Return the data. Every word must match.

[Dataset entries]
----------

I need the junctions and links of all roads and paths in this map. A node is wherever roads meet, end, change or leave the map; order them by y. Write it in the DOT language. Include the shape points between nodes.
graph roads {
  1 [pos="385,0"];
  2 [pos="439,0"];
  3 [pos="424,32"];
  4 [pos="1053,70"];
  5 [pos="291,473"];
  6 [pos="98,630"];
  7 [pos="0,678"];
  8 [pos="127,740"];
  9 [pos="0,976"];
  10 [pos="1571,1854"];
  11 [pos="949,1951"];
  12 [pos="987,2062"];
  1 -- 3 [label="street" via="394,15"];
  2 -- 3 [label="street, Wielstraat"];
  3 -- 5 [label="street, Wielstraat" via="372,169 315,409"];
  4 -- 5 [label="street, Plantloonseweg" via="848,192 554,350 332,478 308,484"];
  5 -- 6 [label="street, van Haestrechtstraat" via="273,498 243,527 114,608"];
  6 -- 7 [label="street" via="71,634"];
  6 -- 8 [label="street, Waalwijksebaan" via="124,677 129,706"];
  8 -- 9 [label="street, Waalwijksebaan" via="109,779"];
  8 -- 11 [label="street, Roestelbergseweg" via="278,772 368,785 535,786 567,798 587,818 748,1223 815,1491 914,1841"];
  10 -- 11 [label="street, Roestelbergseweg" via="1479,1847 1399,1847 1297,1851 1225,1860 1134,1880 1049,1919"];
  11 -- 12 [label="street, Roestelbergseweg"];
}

----------

**RESULT OF THIS TASK**
I need the junctions and links of all roads and paths in this map. A node is wherever roads meet, end, change or leave the map; order them by y. Write it in the DOT language. Include the shape points between nodes.
graph roads {
  1 [pos="385,0"];
  2 [pos="439,0"];
  3 [pos="424,32"];
  4 [pos="1053,70"];
  5 [pos="291,473"];
  6 [pos="98,630"];
  7 [pos="0,678"];
  8 [pos="127,740"];
  9 [pos="0,976"];
  10 [pos="1571,1854"];
  11 [pos="949,1951"];
  12 [pos="987,2062"];
  1 -- 3 [label="street" via="394,15"];
  2 -- 3 [label="street, Wielstraat"];
  3 -- 5 [label="street, Wielstraat" via="372,169 315,409"];
  4 -- 5 [label="street, Plantloonseweg" via="848,192 554,350 332,478 308,484"];
  5 -- 6 [label="street, van Haestrechtstraat" via="273,498 243,527 114,608"];
  6 -- 7 [label="street" via="71,634"];
  6 -- 8 [label="street, Waalwijksebaan" via="124,677 129,706"];
  8 -- 9 [label="street, Waalwijksebaan" via="109,779"];
  8 -- 11 [label="street, Roestelbergseweg" via="278,772 368,785 535,786 567,798 587,818 748,1223 815,1491 914,1841"];
  10 -- 11 [label="street, Roestelbergseweg" via="1479,1847 1399,1847 1297,1851 1225,1860 1134,1880 1049,1919"];
  11 -- 12 [label="street, Roestelbergseweg"];
}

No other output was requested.